If the portfolio of a corporate venture capital firm can be taken as a signal for the strategic priorities of their parent companies, then National Grid has high hopes for automation as the future of the utility industry.
The heavy emphasis on automation and machine learning from one of the nation’s largest privately held utilities with a customer base numbering around 20 million people is significant. And a sign of where the industry could be going.
Since its launch, National Grid’s venture firm, National Grid Partners, has invested in 16 startups that featured machine learning at the core of their pitch.
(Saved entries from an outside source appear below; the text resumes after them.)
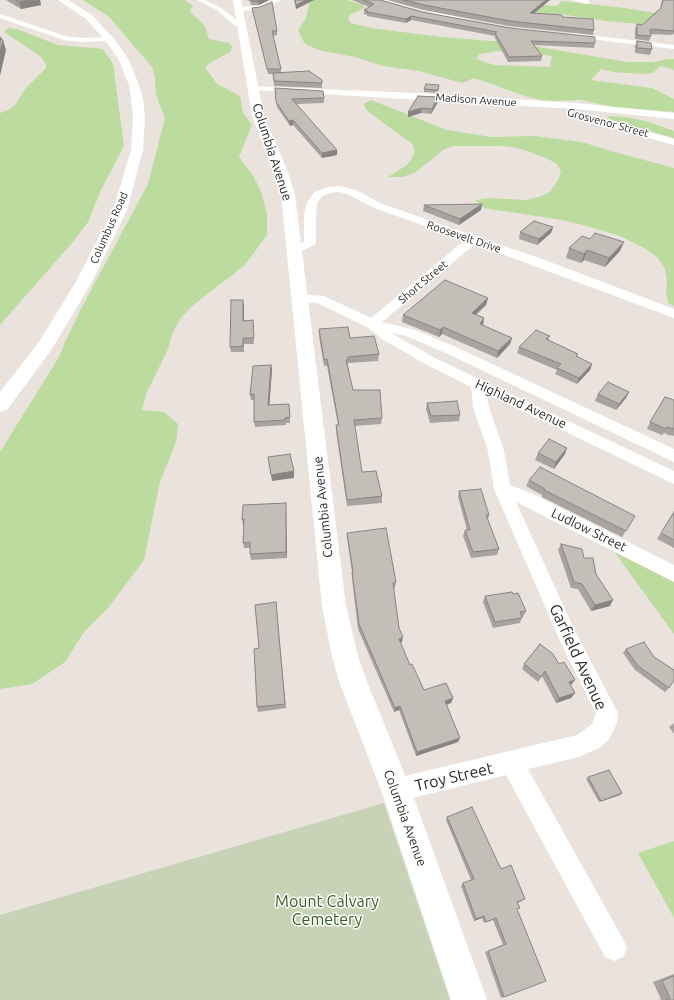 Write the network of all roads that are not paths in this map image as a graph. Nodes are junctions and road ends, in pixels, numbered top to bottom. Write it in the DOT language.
graph roads {
  1 [pos="62,0"];
  2 [pos="200,0"];
  3 [pos="271,0"];
  4 [pos="279,0"];
  5 [pos="387,0"];
  6 [pos="575,0"];
  7 [pos="378,1"];
  8 [pos="587,2"];
  9 [pos="238,4"];
  10 [pos="251,8"];
  11 [pos="0,16"];
  12 [pos="242,27"];
  13 [pos="563,35"];
  14 [pos="110,39"];
  15 [pos="622,40"];
  16 [pos="674,43"];
  17 [pos="674,47"];
  18 [pos="253,88"];
  19 [pos="542,104"];
  20 [pos="674,116"];
  21 [pos="674,142"];
  22 [pos="473,240"];
  23 [pos="294,247"];
  24 [pos="90,270"];
  25 [pos="299,298"];
  26 [pos="674,314"];
  27 [pos="372,324"];
  28 [pos="0,381"];
  29 [pos="478,384"];
  30 [pos="0,405"];
  31 [pos="674,456"];
  32 [pos="674,478"];
  33 [pos="502,489"];
  34 [pos="674,574"];
  35 [pos="513,764"];
  36 [pos="396,790"];
  37 [pos="614,948"];
  38 [pos="469,1000"];
  1 -- 14 [label="street, Columbus Road"];
  2 -- 12 [label="street"];
  3 -- 10 [label="street"];
  4 -- 10 [label="street"];
  5 -- 7 [label="street"];
  6 -- 8 [label="street"];
  9 -- 10 [label="street"];
  9 -- 12 [label="street, Columbia Avenue"];
  11 -- 14 [label="street"];
  12 -- 18 [label="street, Columbia Avenue"];
  13 -- 15 [label="street"];
  14 -- 24 [label="street, Columbus Road"];
  15 -- 16 [label="street"];
  15 -- 17 [label="street"];
  18 -- 19 [label="street, Madison Avenue"];
  18 -- 23 [label="street, Columbia Avenue"];
  19 -- 20 [label="street, Madison Avenue"];
  19 -- 21 [label="street, Grosvenor Street"];
  22 -- 23 [label="street, Roosevelt Drive"];
  22 -- 26 [label="street, Roosevelt Drive"];
  22 -- 27 [label="street, Short Street"];
  23 -- 25 [label="street, Columbia Avenue"];
  24 -- 28 [label="street, Columbus Road"];
  24 -- 30 [label="street, Columbus Road"];
  25 -- 27 [label="street, Highland Avenue"];
  25 -- 36 [label="street, Columbia Avenue"];
  27 -- 29 [label="street, Highland Avenue"];
  27 -- 31 [label="street, Highland Avenue"];
  29 -- 32 [label="street, Highland Avenue"];
  29 -- 33 [label="street, Garfield Avenue"];
  33 -- 34 [label="street, Ludlow Street"];
  33 -- 35 [label="street, Garfield Avenue"];
  35 -- 36 [label="street, Troy Street"];
  35 -- 37 [label="street"];
  36 -- 38 [label="street, Columbia Avenue"];
}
Most recently, the company backed AI Dash, which uses machine learning algorithms to analyze satellite images and infer the encroachment of vegetation on National Grid power lines to avoid outages.
Another recent investment, Aperio, uses data from sensors monitoring critical infrastructure to predict loss of data quality from degradation or cyberattacks.
Indeed, of the $175 million in investments the firm has made, roughly $135 million has been committed to companies leveraging machine learning for their services.
“AI will be critical for the energy industry to achieve aggressive decarbonization and decentralization goals,” said Lisa Lambert, the chief technology and innovation officer at National Grid and the founder and president of National Grid Partners.
National Grid started the year off slowly because of the COVID-19 epidemic, but the pace of its investments picked up and the company is on track to hit its investment targets for the year, Lambert said.
Modernization is critical for an industry that still mostly runs on spreadsheets and collective knowledge that has locked in an aging employee base, with no contingency plans in the event of retirement, Lambert said. It’s that situation that’s compelling National Grid and other utilities to automate more of their business.
“Most companies in the utility sector are trying to automate now for efficiency reasons and cost reasons. Today, most companies have everything written down in manuals; as an industry, we basically still run our networks off spreadsheets, and the skills and experience of the people who run the networks. So we’ve got serious issues if those people retire. Automating [and] digitizing is top of mind for all the utilities we’ve talked to in the Next Grid Alliance.
To date, a lot of the automation work that’s been done has been around basic automation of business processes. But there are new capabilities on the horizon that will push the automation of different activities up the value chain, Lambert said.
“ ML is the next level — predictive maintenance of your assets, delivering for the customer. Uniphore, for example: you’re learning from every interaction you have with your customer, incorporating that into the algorithm, and the next time you meet a customer, you’re going to do better. So that’s the next generation,” Lambert said. “Once everything is digital, you’re learning from those engagements — whether engaging an asset or a human being.”
Lambert sees another source of demand for new machine learning tech in the need for utilities to rapidly decarbonize. The move away from fossil fuels will necessitate entirely new ways of operating and managing a power grid. One where humans are less likely to be in the loop.
“In the next five years, utilities have to get automation and analytics right if they’re going to have any chance at a net-zero world — you’re going to need to run those assets differently,” said Lambert. “Windmills and solar panels are not [part of] traditional distribution networks. A lot of traditional engineers probably don’t think about the need to innovate, because they’re building out the engineering technology that was relevant when assets were built decades ago — whereas all these renewable assets have been built in the era of OT/IT.”